Glansa followed Skiren into the Scapa range as a second no-age-statement expression, this time finished in casks that had previously held peated whisky. The name, again drawn from Old Norse, refers to stormy skies — an apt complement to Skiren's bright weather, and a signal that this bottling introduces something moodier to Scapa's usually sunny profile.
Scapa itself does not make peated whisky. The distillery's character is built on unpeated, fruit-rich spirit run through a Lomond-style wash still, a combination that gives the new make its distinctive oily weight.
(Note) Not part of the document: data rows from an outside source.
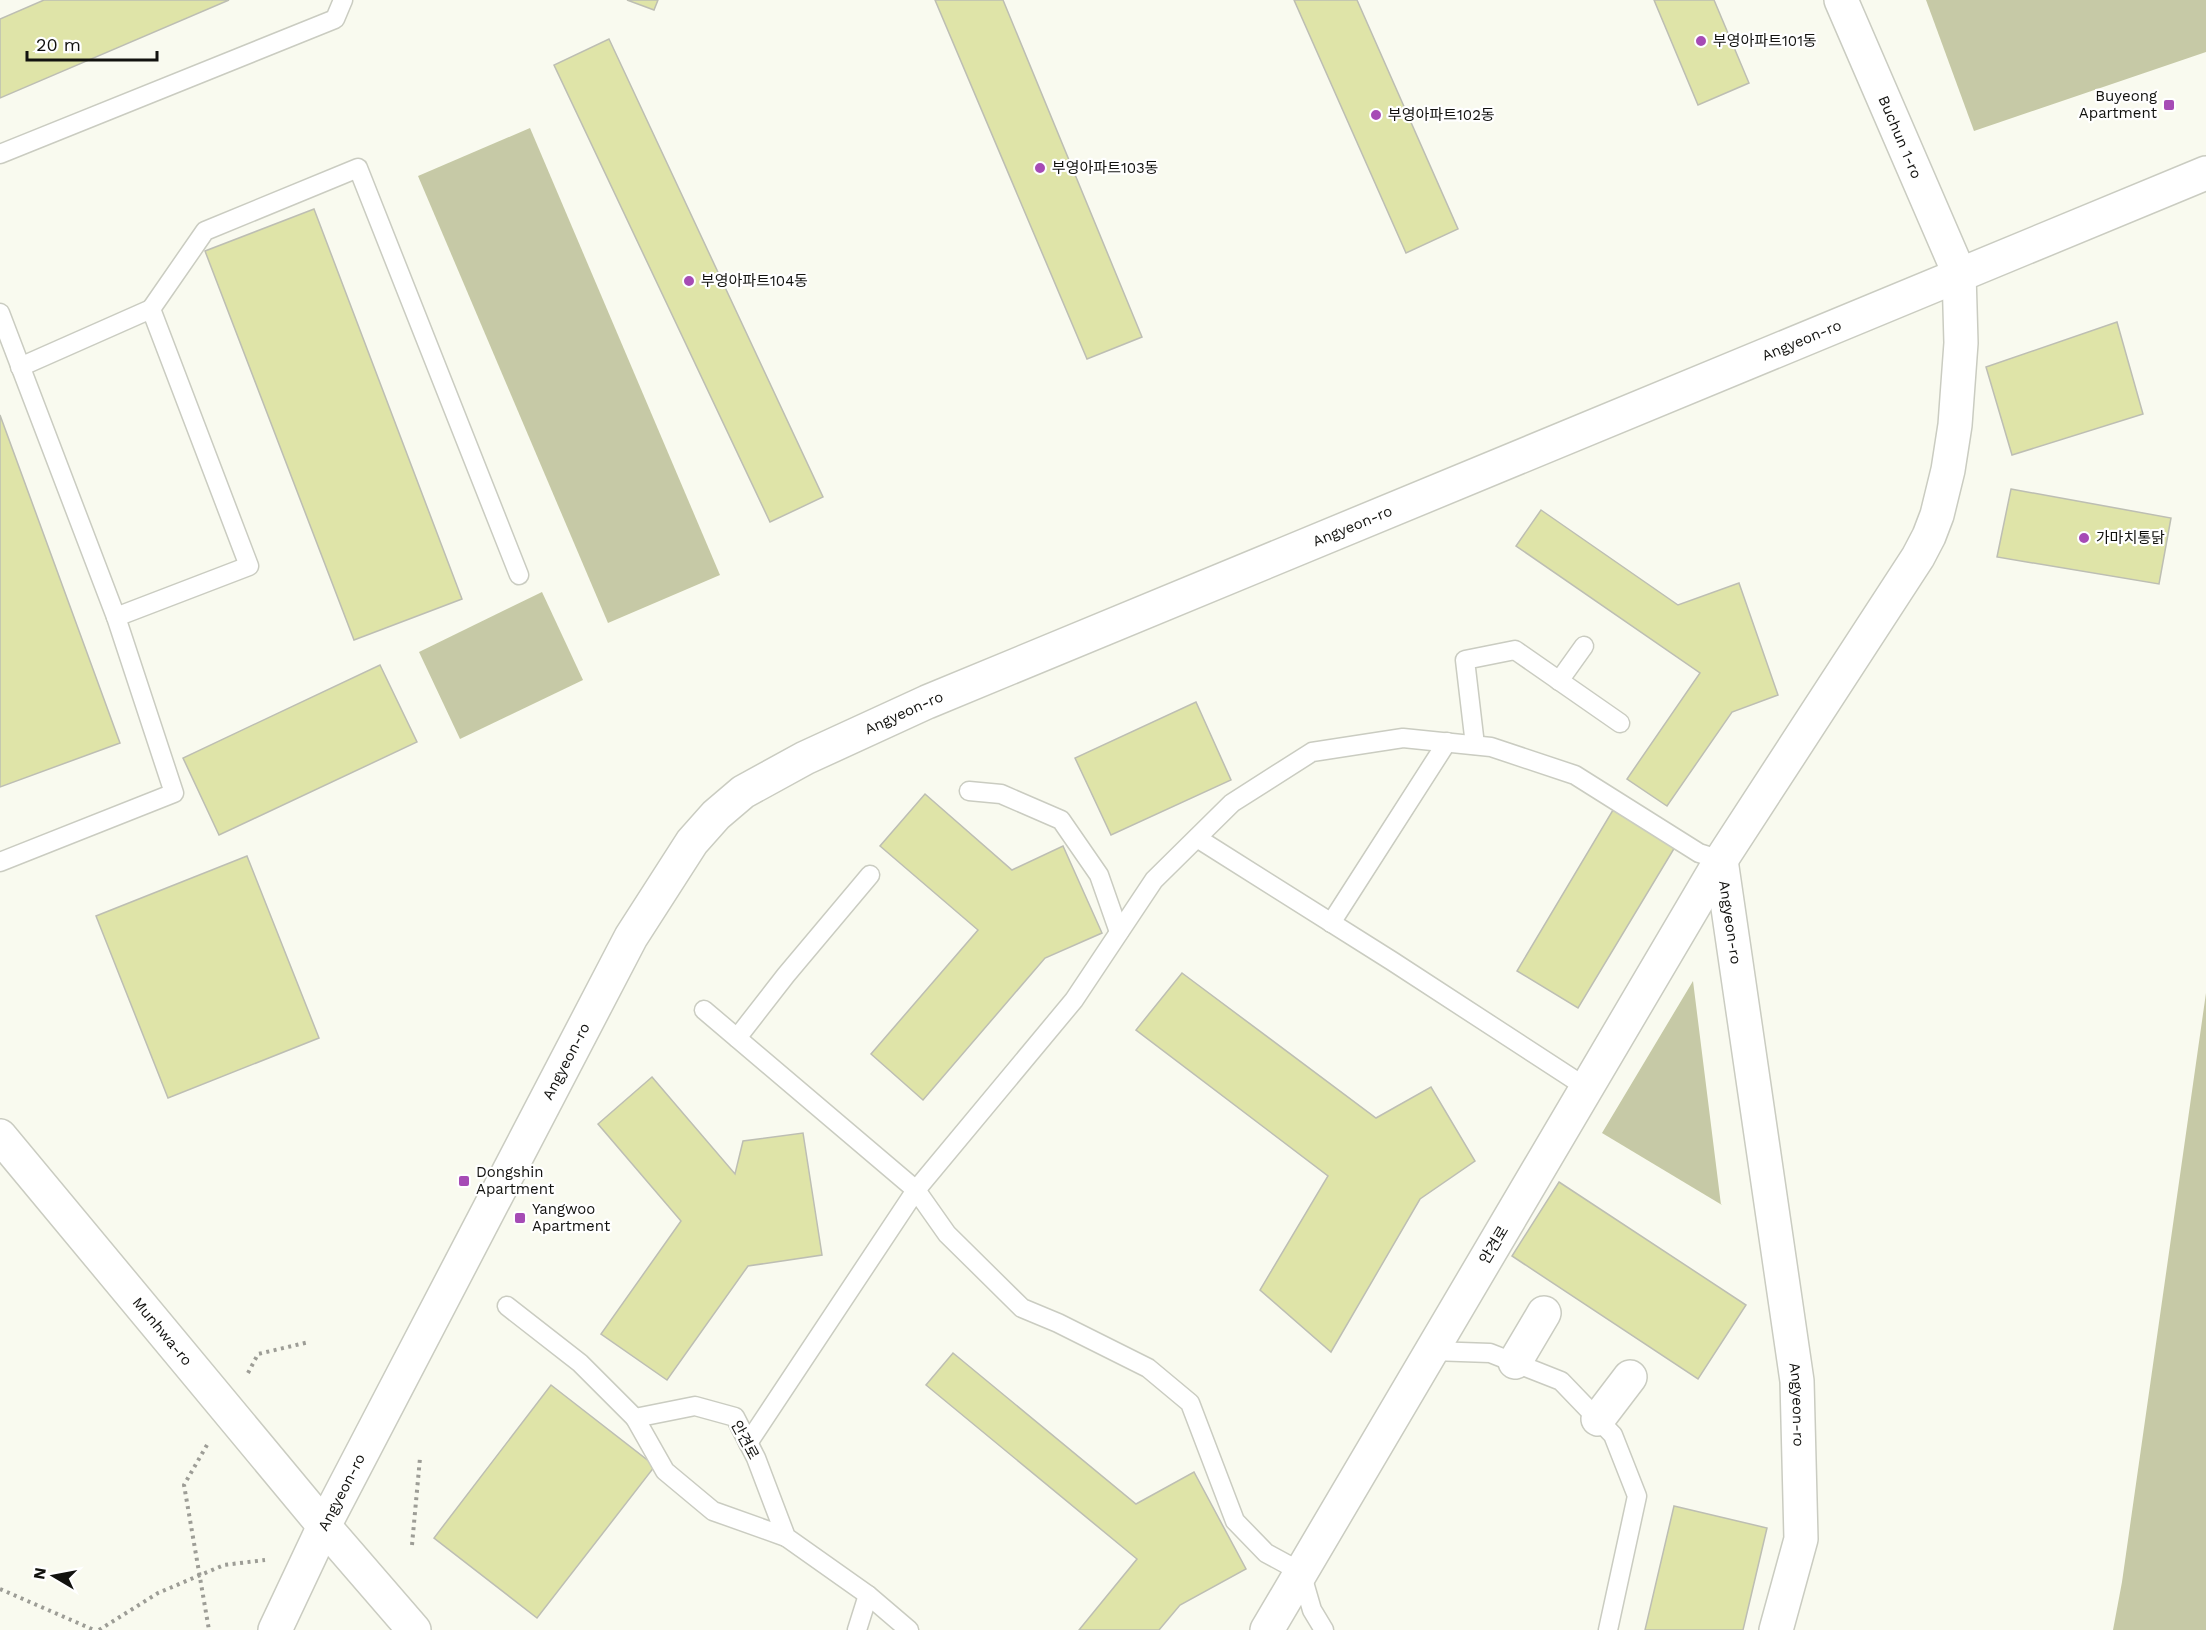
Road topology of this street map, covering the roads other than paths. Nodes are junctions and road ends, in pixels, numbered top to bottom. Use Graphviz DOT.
graph roads {
  1 [pos="343,0"];
  2 [pos="1841,0"];
  3 [pos="0,154"];
  4 [pos="2206,173"];
  5 [pos="1959,273"];
  6 [pos="151,309"];
  7 [pos="0,313"];
  8 [pos="20,367"];
  9 [pos="519,575"];
  10 [pos="116,617"];
  11 [pos="1584,646"];
  12 [pos="1559,681"];
  13 [pos="1620,723"];
  14 [pos="1448,742"];
  15 [pos="1475,746"];
  16 [pos="969,791"];
  17 [pos="1197,838"];
  18 [pos="1721,860"];
  19 [pos="0,862"];
  20 [pos="870,875"];
  21 [pos="1331,923"];
  22 [pos="1119,932"];
  23 [pos="704,1010"];
  24 [pos="737,1038"];
  25 [pos="1587,1088"];
  26 [pos="0,1136"];
  27 [pos="916,1190"];
  28 [pos="507,1306"];
  29 [pos="1544,1313"];
  30 [pos="1432,1350"];
  31 [pos="1515,1362"];
  32 [pos="1630,1377"];
  33 [pos="636,1418"];
  34 [pos="1598,1419"];
  35 [pos="748,1443"];
  36 [pos="786,1537"];
  37 [pos="317,1540"];
  38 [pos="1301,1572"];
  39 [pos="868,1595"];
  40 [pos="275,1630"];
  41 [pos="414,1630"];
  42 [pos="856,1630"];
  43 [pos="909,1630"];
  44 [pos="1267,1630"];
  45 [pos="1324,1630"];
  46 [pos="1608,1630"];
  47 [pos="1776,1630"];
  1 -- 3 [label="lane"];
  2 -- 5 [label="street, Buchun 1-ro"];
  4 -- 5 [label="street, Angyeon-ro"];
  5 -- 18 [label="street, Angyeon-ro"];
  5 -- 37 [label="street, Angyeon-ro"];
  6 -- 8 [label="lane"];
  6 -- 9 [label="lane"];
  6 -- 10 [label="lane"];
  7 -- 8 [label="lane"];
  8 -- 10 [label="lane"];
  10 -- 19 [label="lane"];
  11 -- 12 [label="lane"];
  12 -- 13 [label="lane"];
  12 -- 15 [label="lane"];
  14 -- 15 [label="lane"];
  14 -- 17 [label="lane"];
  14 -- 21 [label="lane"];
  15 -- 18 [label="lane"];
  16 -- 22 [label="lane"];
  17 -- 21 [label="lane"];
  17 -- 22 [label="lane"];
  18 -- 25 [label="street, 안견로"];
  18 -- 47 [label="street, Angyeon-ro"];
  20 -- 24 [label="lane"];
  21 -- 25 [label="lane"];
  22 -- 27 [label="lane"];
  23 -- 24 [label="lane"];
  24 -- 27 [label="lane"];
  25 -- 30 [label="street, 안견로"];
  26 -- 37 [label="street, Munhwa-ro"];
  27 -- 35 [label="lane"];
  27 -- 38 [label="lane"];
  28 -- 33 [label="lane"];
  29 -- 31 [label="street"];
  30 -- 31 [label="lane"];
  30 -- 38 [label="street, 안견로"];
  31 -- 34 [label="lane"];
  32 -- 34 [label="street"];
  33 -- 35 [label="lane, 안견로"];
  33 -- 36 [label="lane"];
  34 -- 46 [label="lane"];
  35 -- 36 [label="lane, 안견로"];
  36 -- 39 [label="lane"];
  37 -- 40 [label="street, Angyeon-ro"];
  37 -- 41 [label="street"];
  38 -- 44 [label="street, 안견로"];
  38 -- 45 [label="lane"];
  39 -- 42 [label="lane"];
  39 -- 43 [label="lane"];
}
Glansa therefore borrows its smoke rather than creating it, the peated cask influence sitting on top of the house style rather than being woven through it.
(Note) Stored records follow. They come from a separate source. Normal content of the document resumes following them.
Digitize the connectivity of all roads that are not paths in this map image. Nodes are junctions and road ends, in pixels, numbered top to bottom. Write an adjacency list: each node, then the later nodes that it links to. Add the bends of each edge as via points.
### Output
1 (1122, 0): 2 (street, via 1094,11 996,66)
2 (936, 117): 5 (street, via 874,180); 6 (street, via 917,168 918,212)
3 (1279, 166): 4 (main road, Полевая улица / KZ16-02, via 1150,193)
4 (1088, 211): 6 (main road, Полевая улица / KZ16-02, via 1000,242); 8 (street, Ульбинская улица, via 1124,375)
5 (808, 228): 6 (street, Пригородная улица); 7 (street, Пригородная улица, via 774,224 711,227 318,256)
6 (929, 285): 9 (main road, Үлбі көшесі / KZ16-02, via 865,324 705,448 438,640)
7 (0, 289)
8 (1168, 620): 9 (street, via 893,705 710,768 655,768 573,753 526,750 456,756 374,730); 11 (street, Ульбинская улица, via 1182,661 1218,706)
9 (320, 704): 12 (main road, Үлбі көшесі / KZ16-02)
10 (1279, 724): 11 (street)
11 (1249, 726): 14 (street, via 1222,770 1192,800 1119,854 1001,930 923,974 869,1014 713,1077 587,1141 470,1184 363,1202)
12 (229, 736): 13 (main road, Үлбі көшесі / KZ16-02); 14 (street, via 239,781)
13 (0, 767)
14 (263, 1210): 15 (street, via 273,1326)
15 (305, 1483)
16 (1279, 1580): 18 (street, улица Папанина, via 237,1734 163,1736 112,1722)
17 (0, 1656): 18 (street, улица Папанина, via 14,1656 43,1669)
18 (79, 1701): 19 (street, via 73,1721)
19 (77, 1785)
On the nose the familiar Scapa orchard fruit is present — pear, honey, soft vanilla — but now with a drift of woodsmoke and warm spice threading through. The palate begins soft and sweet, honeyed and fruited, before a gentle swell of peat arrives in the midpalate. It is not Islay smoke; it is more like a memory of a fire recently extinguished, enough to change the whisky's mood without dominating it.
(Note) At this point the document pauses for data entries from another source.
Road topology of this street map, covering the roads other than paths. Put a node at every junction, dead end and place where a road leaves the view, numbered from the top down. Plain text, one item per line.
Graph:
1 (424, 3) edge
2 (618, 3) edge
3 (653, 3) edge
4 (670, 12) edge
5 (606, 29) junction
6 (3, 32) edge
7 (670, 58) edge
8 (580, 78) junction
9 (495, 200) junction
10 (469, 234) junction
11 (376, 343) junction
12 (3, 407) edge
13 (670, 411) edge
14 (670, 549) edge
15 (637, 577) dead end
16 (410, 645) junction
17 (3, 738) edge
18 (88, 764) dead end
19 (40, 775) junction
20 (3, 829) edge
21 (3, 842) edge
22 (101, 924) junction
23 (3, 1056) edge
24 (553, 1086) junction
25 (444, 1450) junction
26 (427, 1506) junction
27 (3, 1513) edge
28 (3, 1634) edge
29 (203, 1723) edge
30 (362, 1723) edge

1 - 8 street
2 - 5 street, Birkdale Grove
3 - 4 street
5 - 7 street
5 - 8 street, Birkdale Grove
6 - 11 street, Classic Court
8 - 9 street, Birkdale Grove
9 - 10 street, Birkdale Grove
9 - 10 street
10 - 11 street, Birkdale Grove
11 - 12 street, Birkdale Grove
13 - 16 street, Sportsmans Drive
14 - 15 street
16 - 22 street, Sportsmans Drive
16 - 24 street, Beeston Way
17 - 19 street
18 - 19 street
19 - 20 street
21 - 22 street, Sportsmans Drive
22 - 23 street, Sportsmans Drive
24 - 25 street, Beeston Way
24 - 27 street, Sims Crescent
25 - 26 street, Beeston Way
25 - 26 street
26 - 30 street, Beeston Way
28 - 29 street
The finish is medium in length, with the smoke tailing off and the fruit returning for a sweet farewell. At 40% the overall impression is again gentle, and Glansa sits comfortably as a weekday pour rather than a headline act. For those who enjoyed Skiren and wanted a little more shadow in the glass, this delivers without ever becoming another peated malt scrabbling for attention. It is Scapa still being Scapa, with the sky gone grey.